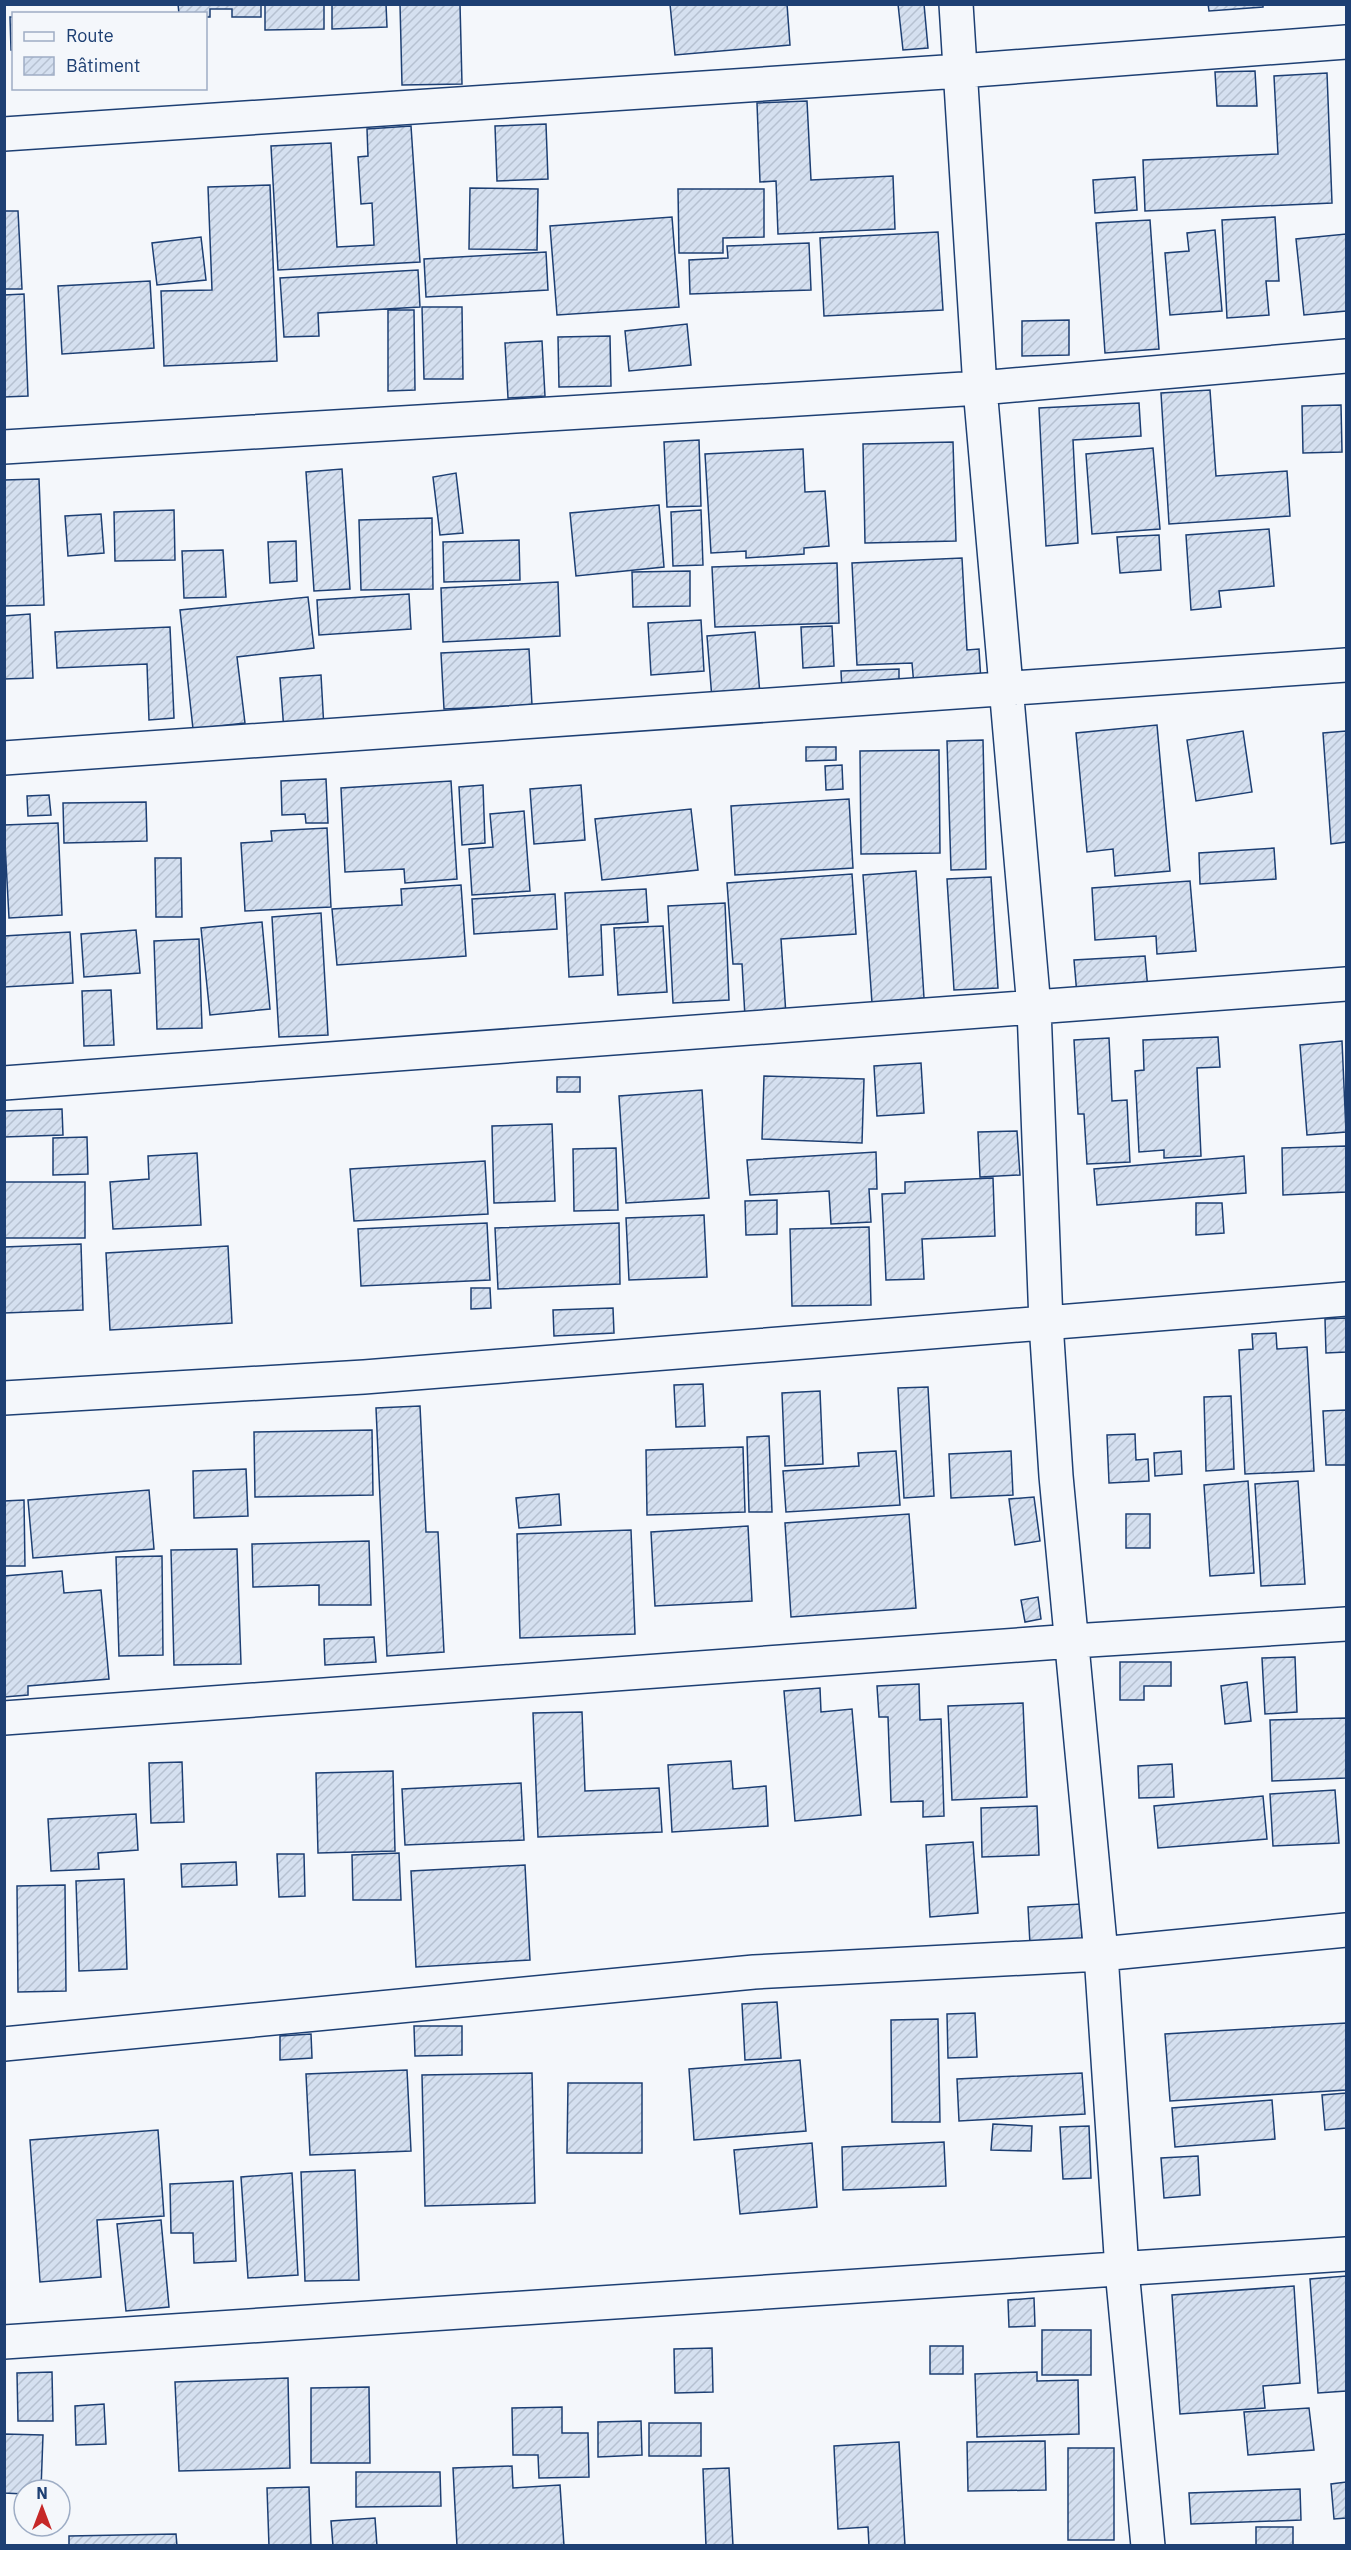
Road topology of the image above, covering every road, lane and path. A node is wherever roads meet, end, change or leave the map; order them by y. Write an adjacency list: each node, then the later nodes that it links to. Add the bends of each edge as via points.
1 (956, 4): 3 (street)
2 (1347, 42): 3 (street)
3 (960, 71): 4 (street); 6 (street)
4 (4, 134)
5 (1347, 356): 6 (street)
6 (980, 388): 7 (street); 9 (street)
7 (4, 447)
8 (1347, 665): 9 (street)
9 (1008, 687): 10 (street); 12 (street)
10 (4, 758)
11 (1347, 984): 12 (street)
12 (1034, 1008): 13 (street); 15 (street)
13 (4, 1083)
14 (1347, 1299): 15 (street)
15 (1046, 1323): 16 (street, via 364,1377); 18 (street)
16 (4, 1398)
17 (1347, 1624): 18 (street)
18 (1073, 1641): 19 (street); 21 (street)
19 (4, 1718)
20 (1347, 1930): 21 (street)
21 (1101, 1954): 22 (street, via 754,1972); 24 (street)
22 (4, 2044)
23 (1347, 2254): 24 (street)
24 (1122, 2270): 25 (street); 26 (street)
25 (4, 2342)
26 (1148, 2546)

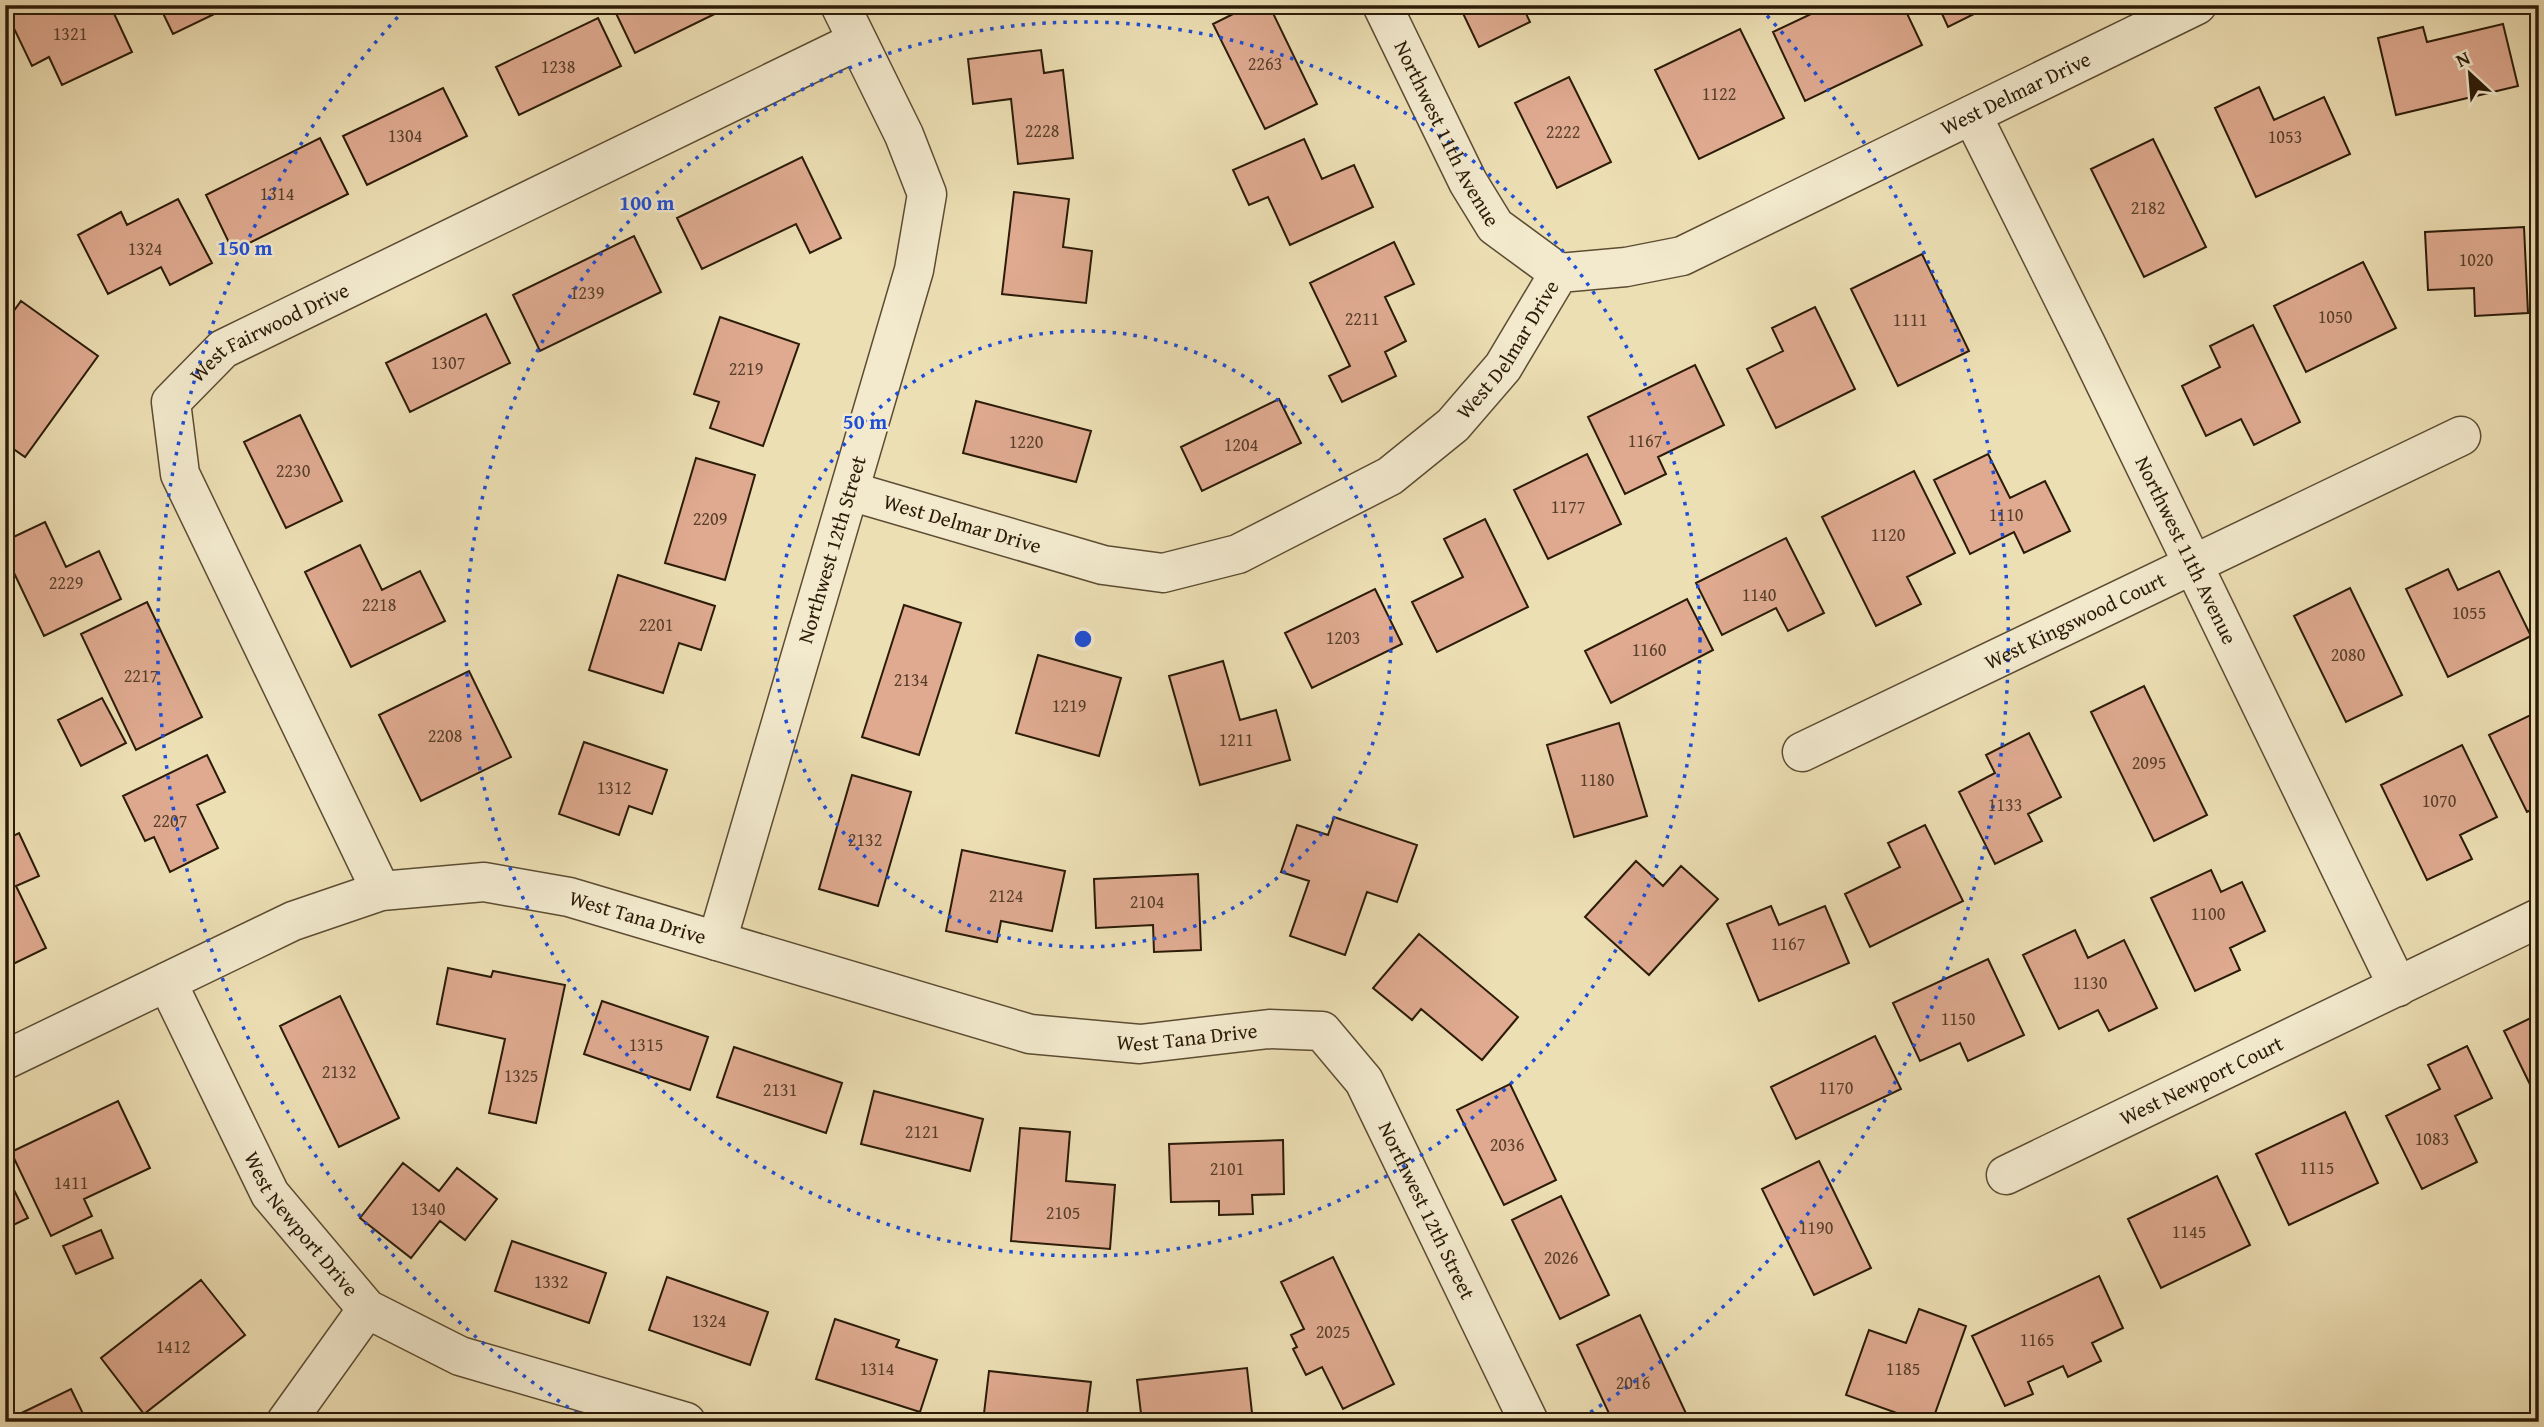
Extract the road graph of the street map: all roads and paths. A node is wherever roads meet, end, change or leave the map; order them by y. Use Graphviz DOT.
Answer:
graph roads {
  1 [pos="840,5"];
  2 [pos="1382,5"];
  3 [pos="2197,5"];
  4 [pos="857,41"];
  5 [pos="1972,115"];
  6 [pos="1559,273"];
  7 [pos="2461,436"];
  8 [pos="850,491"];
  9 [pos="2192,565"];
  10 [pos="1802,752"];
  11 [pos="381,891"];
  12 [pos="2539,918"];
  13 [pos="717,941"];
  14 [pos="166,982"];
  15 [pos="2398,987"];
  16 [pos="1294,1030"];
  17 [pos="5,1060"];
  18 [pos="2006,1175"];
  19 [pos="367,1309"];
  20 [pos="1518,1418"];
  21 [pos="286,1422"];
  22 [pos="686,1422"];
  1 -- 4 [label="street, Northwest 12th Street"];
  2 -- 6 [label="street, Northwest 11th Avenue"];
  3 -- 5 [label="street, West Delmar Drive"];
  4 -- 8 [label="street, Northwest 12th Street"];
  4 -- 11 [label="street, West Fairwood Drive"];
  5 -- 6 [label="street, West Delmar Drive"];
  5 -- 9 [label="street, Northwest 11th Avenue"];
  6 -- 8 [label="street, West Delmar Drive"];
  7 -- 9 [label="street, West Kingswood Court"];
  8 -- 13 [label="street, Northwest 12th Street"];
  9 -- 10 [label="street, West Kingswood Court"];
  9 -- 15 [label="street, Northwest 11th Avenue"];
  11 -- 13 [label="street, West Tana Drive"];
  11 -- 14 [label="street, West Tana Drive"];
  12 -- 15 [label="street, West Newport Court"];
  13 -- 16 [label="street, West Tana Drive"];
  14 -- 17 [label="street, West Tana Drive"];
  14 -- 19 [label="street, West Newport Drive"];
  15 -- 18 [label="street, West Newport Court"];
  16 -- 20 [label="street, Northwest 12th Street"];
  19 -- 21 [label="street"];
  19 -- 22 [label="street, West Newport Drive"];
}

◆ WORK INSTRUCTIONS ◆
The records must be restated word for word, apart from any images.

◆ ANSWER TO THIS PROBLEM ◆
Road topology of the image above, covering every road, lane and path. A node is wherever roads meet, end, change or leave the map; order them by y. Write an adjacency list: each node, then the later nodes that it links to. Add the bends of each edge as via points.
1 (956, 4): 3 (street)
2 (1347, 42): 3 (street)
3 (960, 71): 4 (street); 6 (street)
4 (4, 134)
5 (1347, 356): 6 (street)
6 (980, 388): 7 (street); 9 (street)
7 (4, 447)
8 (1347, 665): 9 (street)
9 (1008, 687): 10 (street); 12 (street)
10 (4, 758)
11 (1347, 984): 12 (street)
12 (1034, 1008): 13 (street); 15 (street)
13 (4, 1083)
14 (1347, 1299): 15 (street)
15 (1046, 1323): 16 (street, via 364,1377); 18 (street)
16 (4, 1398)
17 (1347, 1624): 18 (street)
18 (1073, 1641): 19 (street); 21 (street)
19 (4, 1718)
20 (1347, 1930): 21 (street)
21 (1101, 1954): 22 (street, via 754,1972); 24 (street)
22 (4, 2044)
23 (1347, 2254): 24 (street)
24 (1122, 2270): 25 (street); 26 (street)
25 (4, 2342)
26 (1148, 2546)

Extract the road graph of the street map: all roads and paths. A node is wherever roads meet, end, change or leave the map; order them by y. Use Graphviz DOT.
Answer:
graph roads {
  1 [pos="840,5"];
  2 [pos="1382,5"];
  3 [pos="2197,5"];
  4 [pos="857,41"];
  5 [pos="1972,115"];
  6 [pos="1559,273"];
  7 [pos="2461,436"];
  8 [pos="850,491"];
  9 [pos="2192,565"];
  10 [pos="1802,752"];
  11 [pos="381,891"];
  12 [pos="2539,918"];
  13 [pos="717,941"];
  14 [pos="166,982"];
  15 [pos="2398,987"];
  16 [pos="1294,1030"];
  17 [pos="5,1060"];
  18 [pos="2006,1175"];
  19 [pos="367,1309"];
  20 [pos="1518,1418"];
  21 [pos="286,1422"];
  22 [pos="686,1422"];
  1 -- 4 [label="street, Northwest 12th Street"];
  2 -- 6 [label="street, Northwest 11th Avenue"];
  3 -- 5 [label="street, West Delmar Drive"];
  4 -- 8 [label="street, Northwest 12th Street"];
  4 -- 11 [label="street, West Fairwood Drive"];
  5 -- 6 [label="street, West Delmar Drive"];
  5 -- 9 [label="street, Northwest 11th Avenue"];
  6 -- 8 [label="street, West Delmar Drive"];
  7 -- 9 [label="street, West Kingswood Court"];
  8 -- 13 [label="street, Northwest 12th Street"];
  9 -- 10 [label="street, West Kingswood Court"];
  9 -- 15 [label="street, Northwest 11th Avenue"];
  11 -- 13 [label="street, West Tana Drive"];
  11 -- 14 [label="street, West Tana Drive"];
  12 -- 15 [label="street, West Newport Court"];
  13 -- 16 [label="street, West Tana Drive"];
  14 -- 17 [label="street, West Tana Drive"];
  14 -- 19 [label="street, West Newport Drive"];
  15 -- 18 [label="street, West Newport Court"];
  16 -- 20 [label="street, Northwest 12th Street"];
  19 -- 21 [label="street"];
  19 -- 22 [label="street, West Newport Drive"];
}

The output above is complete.